Targets for feature learning across modalities can be the visual representations learned from massive amounts of web data. This means ImageBind can also align any other modality that frequently appears alongside images. Alignment is simpler for modalities like heat and depth that correlate highly to pictures.

ImageBind demonstrates that just using paired images can integrate all six modalities. The model can provide a more holistic interpretation of the information by letting the various modalities “talk” to one another and discover connections without direct observation. For instance, ImageBind can link sound and text even if it can’t see them together. By doing so, other models can “understand” new modalities without requiring extensive time- and energy-intensive training. ImageBind’s robust scaling behavior makes it possible to employ the model in place of or in addition to many AI models that previously could not use additional modalities.

Strong emergent zero-shot classification and retrieval performance on tasks for each new modality are demonstrated by combining large-scale image-text paired data with naturally paired self-supervised data across four new modalities: audio, depth, thermal, and Inertial Measurement Unit (IMU) readings. The team shows that strengthening the underlying image representation enhances these emergent features. 

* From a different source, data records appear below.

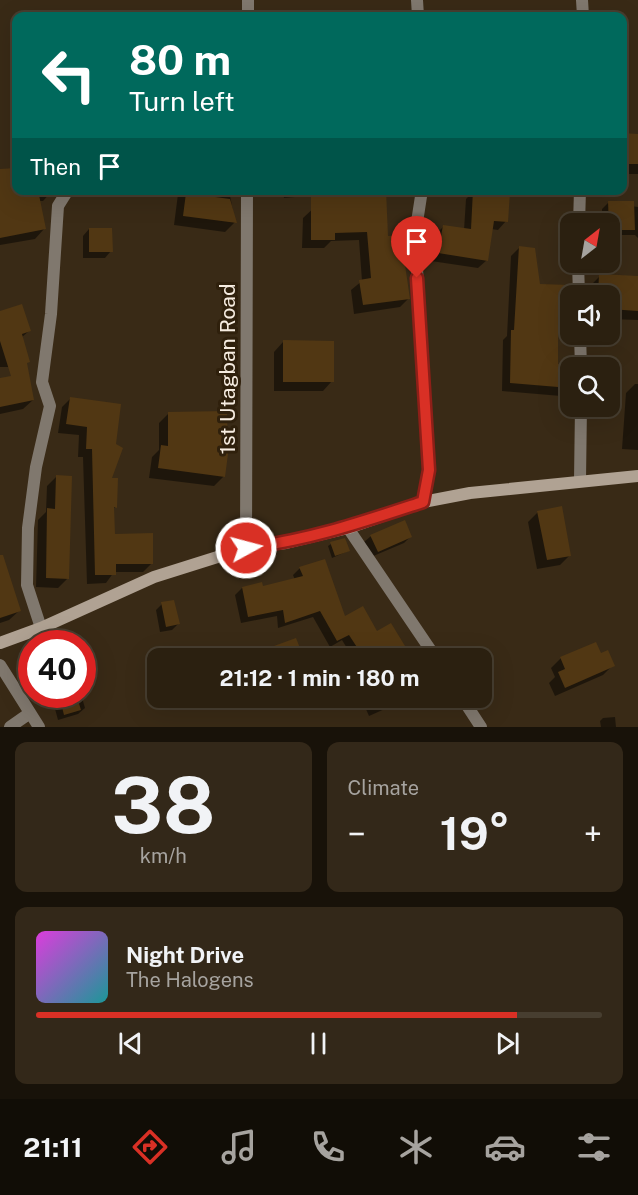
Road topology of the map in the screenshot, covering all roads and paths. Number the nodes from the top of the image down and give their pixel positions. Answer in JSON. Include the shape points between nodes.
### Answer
{"nodes":[{"id":1,"x":65,"y":195,"type":"edge"},
{"id":2,"x":247,"y":195,"type":"edge"},
{"id":3,"x":421,"y":195,"type":"edge"},
{"id":4,"x":580,"y":195,"type":"edge"},
{"id":5,"x":579,"y":213,"type":"edge"},
{"id":6,"x":581,"y":417,"type":"edge"},
{"id":7,"x":638,"y":476,"type":"edge"},
{"id":8,"x":580,"y":480,"type":"junction"},
{"id":9,"x":423,"y":502,"type":"junction"},
{"id":10,"x":348,"y":528,"type":"junction"},
{"id":11,"x":246,"y":548,"type":"junction"},
{"id":12,"x":41,"y":628,"type":"junction"},
{"id":13,"x":0,"y":643,"type":"edge"},
{"id":14,"x":428,"y":648,"type":"edge"},
{"id":15,"x":0,"y":665,"type":"edge"},
{"id":16,"x":469,"y":708,"type":"edge"},
{"id":17,"x":30,"y":713,"type":"junction"},
{"id":18,"x":10,"y":727,"type":"edge"},
{"id":19,"x":39,"y":727,"type":"edge"},
{"id":20,"x":481,"y":727,"type":"edge"}],
"edges":[{"from":1,"to":12,"type":"street","via":[[58,206],[42,382],[50,406],[28,528],[27,585]]},
{"from":2,"to":11,"type":"street","name":"1st Utagban Road"},
{"from":3,"to":9,"type":"street","via":[[415,235],[429,470]]},
{"from":4,"to":5,"type":"street"},
{"from":6,"to":8,"type":"street"},
{"from":7,"to":8,"type":"street"},
{"from":8,"to":9,"type":"street"},
{"from":9,"to":10,"type":"street"},
{"from":10,"to":11,"type":"street"},
{"from":10,"to":14,"type":"street"},
{"from":11,"to":12,"type":"street","via":[[153,577]]},
{"from":12,"to":13,"type":"street"},
{"from":15,"to":17,"type":"street"},
{"from":16,"to":20,"type":"street"},
{"from":17,"to":18,"type":"street"},
{"from":17,"to":19,"type":"street"}]}
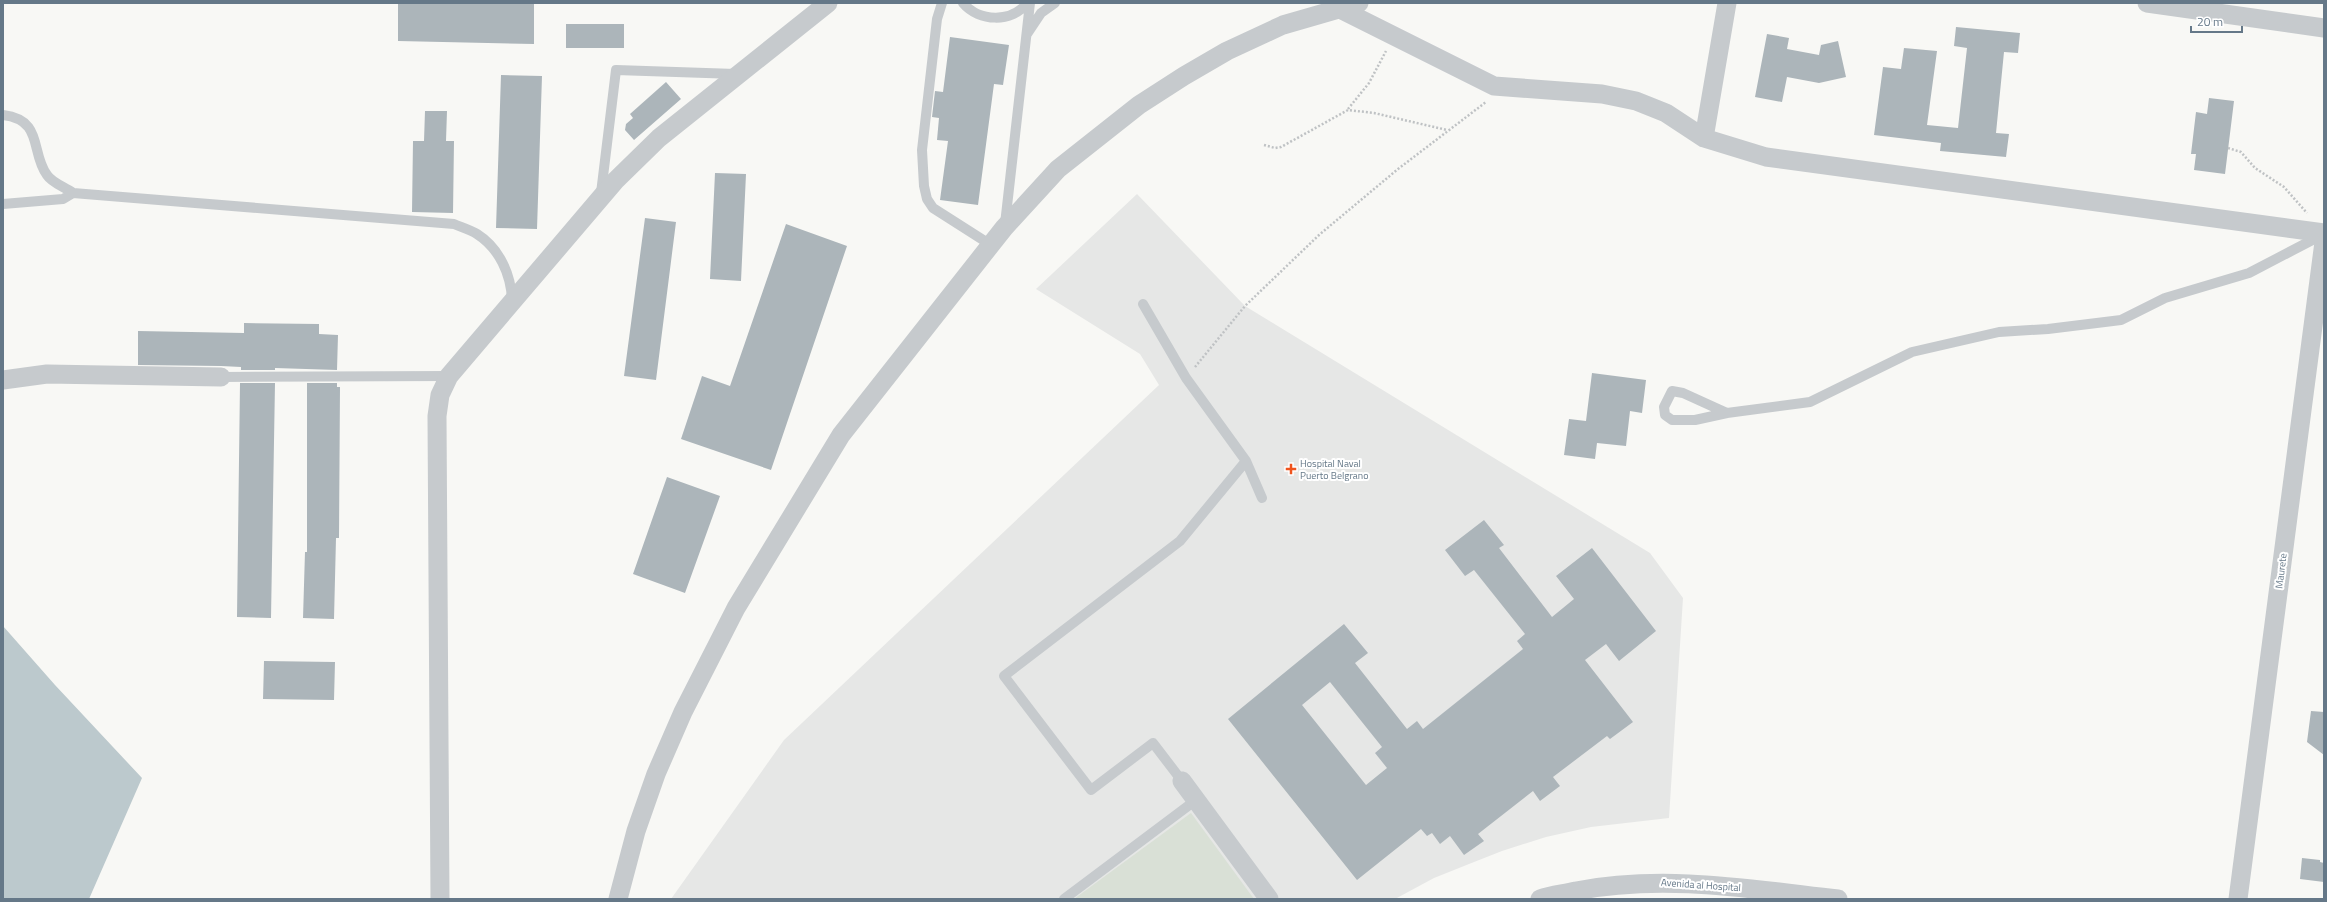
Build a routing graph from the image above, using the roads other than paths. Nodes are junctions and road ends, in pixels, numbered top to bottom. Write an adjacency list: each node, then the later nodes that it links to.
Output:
1 (828, 3): 12 (street)
2 (942, 3): 21 (lane)
3 (963, 3): 4 (lane)
4 (1028, 3): 11 (lane)
5 (1055, 3): 11 (lane)
6 (1359, 3): 9 (street)
7 (1726, 3): 14 (street)
8 (2147, 3): 10 (street)
9 (1338, 8): 14 (street); 18 (street)
10 (2324, 28)
11 (1026, 36): 18 (lane)
12 (739, 74): 16 (street); 16 (lane)
13 (3, 115): 15 (lane)
14 (1704, 138): 19 (street)
15 (73, 193): 17 (lane); 22 (lane)
16 (601, 197): 22 (street)
17 (3, 204)
18 (1004, 228): 21 (street)
19 (2324, 233): 27 (lane)
20 (2324, 242): 39 (street, Maurete)
21 (991, 245): 34 (street)
22 (512, 303): 24 (street)
23 (1143, 304): 28 (lane)
24 (449, 376): 25 (lane); 33 (street)
25 (221, 377): 26 (street)
26 (3, 380)
27 (1727, 413): 27 (lane)
28 (1246, 461): 29 (lane); 30 (lane)
29 (1262, 498)
30 (1182, 781): 31 (street)
31 (1196, 800): 32 (street); 35 (lane)
32 (1266, 895): 36 (street)
33 (440, 899)
34 (618, 899)
35 (1064, 899)
36 (1283, 899)
37 (1540, 899): 38 (street, Avenida al Hospital)
38 (1838, 899)
39 (2238, 899)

The findings suggest that IMAGEBIND’s emergent zero-shot classification on audio classification and retrieval benchmarks like ESC, Clotho, and AudioCaps is on par with or beats expert models trained with direct audio-text supervision. On few-shot evaluation benchmarks, IMAGEBIND representations also perform better than expert-supervised models. Finally, they demonstrate the versatility of IMAGEBIND’s joint embeddings across various compositional tasks, including cross-modal retrieval, an arithmetic combination of embeddings, audio source detection in images, and image generation from the audio input.

Since these embeddings are not trained for a particular application, they fall behind the efficiency of domain-specific models. The team believes it would be helpful to learn more about how to tailor general-purpose embeddings to specific objectives, such as structured prediction tasks like detection.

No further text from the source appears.